Pendant les manifestations anti-austérité qui ont agité l'Europe du sud mercredi, d'Athènes à Lisbonne, le banquier Charles Dallara, sorte de patron des patrons chez les banquiers de la planète, a fait sensation en lançant depuis Athènes une charge contre l'austérité.
Devant un parterre de banquiers grecs, l'Américain Charles Dallara, qui dirige l'Institut de la Finance Internationale (IIF), un organisme basé à Washington qui représente les 400 plus grandes banques du monde, a lancé un pavé dans la mare en estimant qu'il était "temps de reconnaître que l'austérité seule condamne non seulement la Grèce, mais l'intégralité de l'Europe à la probabilité d'une ère douloureuse".
Si la récession s'accélère, "il s'agirait d'une tragédie, pas seulement pour la Grèce et l'Europe mais pour le monde", a-t-il dit en lançant un appel pour que FMI et zone euro trouvent des solutions "créatives" et "non conformistes" afin de desserrer l'étau sur la Grèce et garantir la stabilité du système financier mondial.
Mettant l'accent sur la nécessité absolue d'un retour de la croissance, M. Dallara a sévèrement critiqué les cures d'austérité imposées à la Grèce depuis 2010 par ses créanciers, qui ont fait plonger l'économie du pays dans une récession historique cumulée équivalent à une chute de 20% du PIB.
Au moment où il parlait, l'Autorité des Statistiques grecques indiquait d'ailleurs que le PIB de la Grèce avait chuté de 7,2% sur un an au troisième trimestre 2012.
"Sans une stabilisation de l'économie et une reprise de la croissance, la viabilité de la dette ne sera jamais atteinte" a ajouté M. Dallara, critiquant l'obsession actuelle à l'égard de la réduction des déficits budgétaires qui devient un "cercle vicieux" condamnant à une récession sans fin.
"Ce que les prêteurs officiels devraient faire en priorité, c'est de réduire les taux d'intérêt" que la Grèce doit payer, aussi bien sur les anciens prêts que sur d'éventuels prochains prêts, a préconisé M. Dallara.
"C'est à la zone euro et au Fonds monétaire international (FMI) de trouver le bon dosage" entre baisse des taux d'intérêt et extension des maturités, a-t-il ajouté.
"Le FMI a un programme permettant à certains pays d'avoir accès à des prêts à taux zéro. Il est limité actuellement aux pays à bas revenus. Mais, veut-on vraiment attendre que la Grèce tombe dans cette catégorie pour reconnaître que les circonstances exceptionnelles entourant le cas grec aujourd'hui justifient quelques idées non conformistes en matière de politique de prêt au FMI?" a-t-il lancé.

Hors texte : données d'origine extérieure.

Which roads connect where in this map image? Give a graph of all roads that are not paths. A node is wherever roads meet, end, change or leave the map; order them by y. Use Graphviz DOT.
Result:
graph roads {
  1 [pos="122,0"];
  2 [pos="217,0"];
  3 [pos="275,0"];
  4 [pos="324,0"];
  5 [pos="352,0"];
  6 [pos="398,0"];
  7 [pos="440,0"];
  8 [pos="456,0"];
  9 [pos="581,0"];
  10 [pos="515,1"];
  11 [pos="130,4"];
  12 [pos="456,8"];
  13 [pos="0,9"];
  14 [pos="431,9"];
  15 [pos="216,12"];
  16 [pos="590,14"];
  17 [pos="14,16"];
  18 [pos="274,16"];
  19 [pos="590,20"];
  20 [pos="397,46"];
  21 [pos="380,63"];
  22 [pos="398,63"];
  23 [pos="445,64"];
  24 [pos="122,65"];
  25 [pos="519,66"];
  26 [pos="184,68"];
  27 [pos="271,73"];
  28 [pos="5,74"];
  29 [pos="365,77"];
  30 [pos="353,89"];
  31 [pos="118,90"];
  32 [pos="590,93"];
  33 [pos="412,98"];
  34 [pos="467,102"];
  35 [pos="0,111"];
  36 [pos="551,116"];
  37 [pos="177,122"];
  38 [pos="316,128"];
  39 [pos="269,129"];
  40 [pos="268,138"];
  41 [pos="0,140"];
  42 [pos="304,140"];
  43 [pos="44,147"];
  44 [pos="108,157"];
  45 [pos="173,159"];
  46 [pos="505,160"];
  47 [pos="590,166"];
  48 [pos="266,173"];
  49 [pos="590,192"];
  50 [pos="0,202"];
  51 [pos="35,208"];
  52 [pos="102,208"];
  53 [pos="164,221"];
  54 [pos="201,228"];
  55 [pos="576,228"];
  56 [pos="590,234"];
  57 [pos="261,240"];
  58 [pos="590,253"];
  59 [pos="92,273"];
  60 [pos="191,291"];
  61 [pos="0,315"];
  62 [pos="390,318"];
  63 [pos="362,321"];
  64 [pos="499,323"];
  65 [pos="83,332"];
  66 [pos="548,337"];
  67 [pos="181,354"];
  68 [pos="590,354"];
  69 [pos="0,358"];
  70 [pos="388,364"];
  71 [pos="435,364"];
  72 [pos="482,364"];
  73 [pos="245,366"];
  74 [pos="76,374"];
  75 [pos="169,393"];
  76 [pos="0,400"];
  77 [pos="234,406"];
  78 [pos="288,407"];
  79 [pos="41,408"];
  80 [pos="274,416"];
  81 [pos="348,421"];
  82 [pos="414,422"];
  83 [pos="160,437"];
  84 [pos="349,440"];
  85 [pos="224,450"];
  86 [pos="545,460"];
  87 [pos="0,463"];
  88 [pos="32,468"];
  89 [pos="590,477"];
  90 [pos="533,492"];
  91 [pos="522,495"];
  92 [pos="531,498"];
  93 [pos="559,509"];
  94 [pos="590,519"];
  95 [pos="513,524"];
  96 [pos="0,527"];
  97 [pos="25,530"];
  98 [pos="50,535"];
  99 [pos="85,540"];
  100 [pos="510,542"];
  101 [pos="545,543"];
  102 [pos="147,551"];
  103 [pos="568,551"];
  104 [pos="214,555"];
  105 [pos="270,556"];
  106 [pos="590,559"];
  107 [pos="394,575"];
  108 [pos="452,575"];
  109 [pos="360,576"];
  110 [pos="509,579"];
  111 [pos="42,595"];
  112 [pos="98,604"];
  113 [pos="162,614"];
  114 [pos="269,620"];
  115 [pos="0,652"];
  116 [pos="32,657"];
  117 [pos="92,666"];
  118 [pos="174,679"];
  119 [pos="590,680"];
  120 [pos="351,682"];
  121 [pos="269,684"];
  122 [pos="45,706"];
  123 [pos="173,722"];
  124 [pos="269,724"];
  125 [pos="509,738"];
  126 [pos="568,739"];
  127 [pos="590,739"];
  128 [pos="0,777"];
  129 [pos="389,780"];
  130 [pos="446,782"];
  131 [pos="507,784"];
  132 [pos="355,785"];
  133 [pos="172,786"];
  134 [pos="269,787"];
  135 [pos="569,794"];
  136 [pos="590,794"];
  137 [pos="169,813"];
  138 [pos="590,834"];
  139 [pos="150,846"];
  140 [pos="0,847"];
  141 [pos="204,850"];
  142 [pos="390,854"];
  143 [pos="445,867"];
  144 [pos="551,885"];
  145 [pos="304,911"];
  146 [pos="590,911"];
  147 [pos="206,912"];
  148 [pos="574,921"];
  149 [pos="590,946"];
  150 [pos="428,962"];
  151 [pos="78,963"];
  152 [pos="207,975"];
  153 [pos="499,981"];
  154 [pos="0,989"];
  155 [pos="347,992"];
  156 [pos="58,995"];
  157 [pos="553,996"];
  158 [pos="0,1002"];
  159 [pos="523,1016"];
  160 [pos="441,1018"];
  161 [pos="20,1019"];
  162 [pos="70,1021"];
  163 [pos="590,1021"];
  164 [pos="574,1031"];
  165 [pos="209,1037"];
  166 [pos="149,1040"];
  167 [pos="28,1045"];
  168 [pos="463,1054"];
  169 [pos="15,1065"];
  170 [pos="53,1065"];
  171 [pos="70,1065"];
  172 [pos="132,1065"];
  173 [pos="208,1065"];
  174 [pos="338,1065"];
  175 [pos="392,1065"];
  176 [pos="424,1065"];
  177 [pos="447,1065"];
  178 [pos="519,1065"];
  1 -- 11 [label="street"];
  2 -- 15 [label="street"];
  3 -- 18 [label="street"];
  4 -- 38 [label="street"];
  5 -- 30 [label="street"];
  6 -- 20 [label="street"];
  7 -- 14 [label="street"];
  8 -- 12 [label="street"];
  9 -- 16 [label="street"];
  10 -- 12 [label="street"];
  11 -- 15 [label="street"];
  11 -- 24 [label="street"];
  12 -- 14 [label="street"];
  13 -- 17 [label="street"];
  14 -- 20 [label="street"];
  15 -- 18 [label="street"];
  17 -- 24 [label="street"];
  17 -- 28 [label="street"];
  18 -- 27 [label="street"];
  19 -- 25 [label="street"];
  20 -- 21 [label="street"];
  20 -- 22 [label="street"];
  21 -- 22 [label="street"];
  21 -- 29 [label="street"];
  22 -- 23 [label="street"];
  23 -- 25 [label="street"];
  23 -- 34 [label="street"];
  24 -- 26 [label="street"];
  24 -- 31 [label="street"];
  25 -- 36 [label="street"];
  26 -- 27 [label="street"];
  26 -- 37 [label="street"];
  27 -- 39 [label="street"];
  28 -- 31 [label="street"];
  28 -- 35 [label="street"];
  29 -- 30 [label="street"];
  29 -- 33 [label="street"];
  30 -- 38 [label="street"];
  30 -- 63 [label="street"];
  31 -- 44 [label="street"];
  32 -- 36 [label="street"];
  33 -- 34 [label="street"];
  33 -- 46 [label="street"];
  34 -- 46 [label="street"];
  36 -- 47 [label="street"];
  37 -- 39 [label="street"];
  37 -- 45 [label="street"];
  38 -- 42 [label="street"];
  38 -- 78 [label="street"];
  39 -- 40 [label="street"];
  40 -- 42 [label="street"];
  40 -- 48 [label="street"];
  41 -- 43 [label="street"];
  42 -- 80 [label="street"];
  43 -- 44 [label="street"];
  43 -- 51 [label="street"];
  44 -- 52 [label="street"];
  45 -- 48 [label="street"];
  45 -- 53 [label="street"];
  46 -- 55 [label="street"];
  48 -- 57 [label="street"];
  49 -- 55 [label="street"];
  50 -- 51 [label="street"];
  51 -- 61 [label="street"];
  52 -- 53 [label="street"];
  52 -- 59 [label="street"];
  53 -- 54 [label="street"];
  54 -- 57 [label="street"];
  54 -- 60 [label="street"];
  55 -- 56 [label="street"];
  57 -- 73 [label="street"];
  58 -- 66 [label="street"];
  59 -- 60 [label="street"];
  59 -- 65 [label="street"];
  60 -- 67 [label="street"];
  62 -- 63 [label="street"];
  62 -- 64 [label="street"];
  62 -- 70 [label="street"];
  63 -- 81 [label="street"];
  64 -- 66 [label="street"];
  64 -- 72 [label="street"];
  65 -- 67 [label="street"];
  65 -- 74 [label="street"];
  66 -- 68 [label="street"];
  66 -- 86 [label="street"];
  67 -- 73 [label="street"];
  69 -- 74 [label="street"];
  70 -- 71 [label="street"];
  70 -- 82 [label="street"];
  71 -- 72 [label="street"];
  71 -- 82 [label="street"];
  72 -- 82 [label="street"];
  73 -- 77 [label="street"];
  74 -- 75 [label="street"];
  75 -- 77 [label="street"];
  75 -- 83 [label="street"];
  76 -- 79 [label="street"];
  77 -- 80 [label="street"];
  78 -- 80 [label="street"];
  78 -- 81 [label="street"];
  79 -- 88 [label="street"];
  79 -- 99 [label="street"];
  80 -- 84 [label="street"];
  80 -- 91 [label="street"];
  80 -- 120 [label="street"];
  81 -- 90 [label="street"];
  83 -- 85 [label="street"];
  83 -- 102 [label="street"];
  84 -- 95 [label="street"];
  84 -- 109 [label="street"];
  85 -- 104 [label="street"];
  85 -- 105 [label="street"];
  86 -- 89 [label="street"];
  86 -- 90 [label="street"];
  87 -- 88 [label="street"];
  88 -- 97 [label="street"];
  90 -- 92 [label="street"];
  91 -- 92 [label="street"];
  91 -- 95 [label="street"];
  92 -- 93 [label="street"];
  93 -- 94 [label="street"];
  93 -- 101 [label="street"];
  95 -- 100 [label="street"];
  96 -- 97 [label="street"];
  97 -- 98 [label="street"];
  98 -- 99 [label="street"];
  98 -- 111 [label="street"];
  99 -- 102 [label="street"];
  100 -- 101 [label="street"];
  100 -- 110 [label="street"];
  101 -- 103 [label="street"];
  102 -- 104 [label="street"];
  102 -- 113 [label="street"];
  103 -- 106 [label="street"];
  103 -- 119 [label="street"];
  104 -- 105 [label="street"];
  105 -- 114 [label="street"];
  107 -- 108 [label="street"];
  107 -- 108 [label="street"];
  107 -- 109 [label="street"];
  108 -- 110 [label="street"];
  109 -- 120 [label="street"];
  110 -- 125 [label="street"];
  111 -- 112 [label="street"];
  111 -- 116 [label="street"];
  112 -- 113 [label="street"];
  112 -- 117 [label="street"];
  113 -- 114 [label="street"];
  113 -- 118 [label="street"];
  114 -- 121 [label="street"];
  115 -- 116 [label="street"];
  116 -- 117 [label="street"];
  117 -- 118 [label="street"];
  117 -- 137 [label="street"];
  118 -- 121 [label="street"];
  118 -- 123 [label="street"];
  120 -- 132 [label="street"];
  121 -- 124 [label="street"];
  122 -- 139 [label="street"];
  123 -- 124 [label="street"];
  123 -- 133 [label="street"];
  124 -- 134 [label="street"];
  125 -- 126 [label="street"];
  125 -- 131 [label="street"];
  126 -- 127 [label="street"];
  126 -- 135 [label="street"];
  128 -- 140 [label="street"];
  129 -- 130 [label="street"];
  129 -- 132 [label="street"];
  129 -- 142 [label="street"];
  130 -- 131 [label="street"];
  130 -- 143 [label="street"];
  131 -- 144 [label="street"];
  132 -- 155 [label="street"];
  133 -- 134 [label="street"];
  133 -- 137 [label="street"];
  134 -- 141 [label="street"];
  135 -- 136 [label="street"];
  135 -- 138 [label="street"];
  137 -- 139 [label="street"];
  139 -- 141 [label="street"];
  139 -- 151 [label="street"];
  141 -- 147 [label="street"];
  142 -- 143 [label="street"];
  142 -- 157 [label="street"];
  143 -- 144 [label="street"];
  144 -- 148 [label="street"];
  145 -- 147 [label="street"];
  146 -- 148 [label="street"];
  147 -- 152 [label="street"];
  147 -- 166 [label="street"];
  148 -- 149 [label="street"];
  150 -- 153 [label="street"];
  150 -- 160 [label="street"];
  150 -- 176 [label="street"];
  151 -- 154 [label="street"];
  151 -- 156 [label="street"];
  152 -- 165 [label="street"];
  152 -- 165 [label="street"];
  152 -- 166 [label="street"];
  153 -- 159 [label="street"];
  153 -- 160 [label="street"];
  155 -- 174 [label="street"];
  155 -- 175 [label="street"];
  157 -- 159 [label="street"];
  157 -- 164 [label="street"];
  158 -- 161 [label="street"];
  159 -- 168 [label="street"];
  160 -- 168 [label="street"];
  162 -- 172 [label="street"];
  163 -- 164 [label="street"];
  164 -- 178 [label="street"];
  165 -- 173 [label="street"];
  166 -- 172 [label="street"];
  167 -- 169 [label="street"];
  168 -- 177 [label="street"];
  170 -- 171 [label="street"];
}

M. Dallara a passé lui-même de longues nuits l'hiver dernier à Athènes à négocier au nom des banques privées face au gouvernement grec un effacement historique et volontaire de la dette souveraine détenue par les créanciers privés du pays.
Interrogé sur la pertinence d'un nouvel effacement de dette concédé cette fois par la zone euro, M. Dallara a estimé qu'une telle recette "mettrait le feu aux poudres en Europe", car cela équivaudrait pour la Grèce à ne pas rembourser ce qu'elle doit à chacun des 17 pays de la zone euro. "Ce n'est pas le moment" a-t-il dit.
M. Dallara a nettement mis la pression sur le FMI pour qu'il fasse un effort supplémentaire pour la Grèce. "Le FMI ne devrait pas se contenter de réduire les taux, mais il devrait aussi trouver les moyens d'accroître sa propre participation financière", a-t-il dit en espérant une "approche plus active" de la part du Fonds vis-à-vis d'une "stabilisation mondiale du système financier".
Dans la version écrite de son discours, il suggère même un chiffre sur le besoin additionnel de financement dont pourrait avoir besoin la Grèce au cours des deux prochaines années: "10 milliards d'euros".
Il a également lancé un appel à la banque européenne d'investissement (BEI) pour relancer d'urgence l'économie grecque asphyxiée.
"Les problèmes de la Grèce ne pourront pas être résolus sans des changements structurels dans le fonctionnement de la zone euro" a-t-il dit.
Rendant hommage à l'esprit d'entreprise des Grecs et à son gouvernement pour le paquet de mesures drastiques qu'il vient d'adopter au parlement, M. Dallara a clot son discours en lançant "Nous sommes tous Grecs".
"Dehors dans les rues d'Athènes, les gens sont en train de manifester contre l'austérité. Si mes mots aujourd'hui pouvaient avoir un effet, j'espère que le besoin de manifestations de ce type pourrait commencer à diminuer, et que l'abattement serait remplacé par l'espoir", a-t-il dit.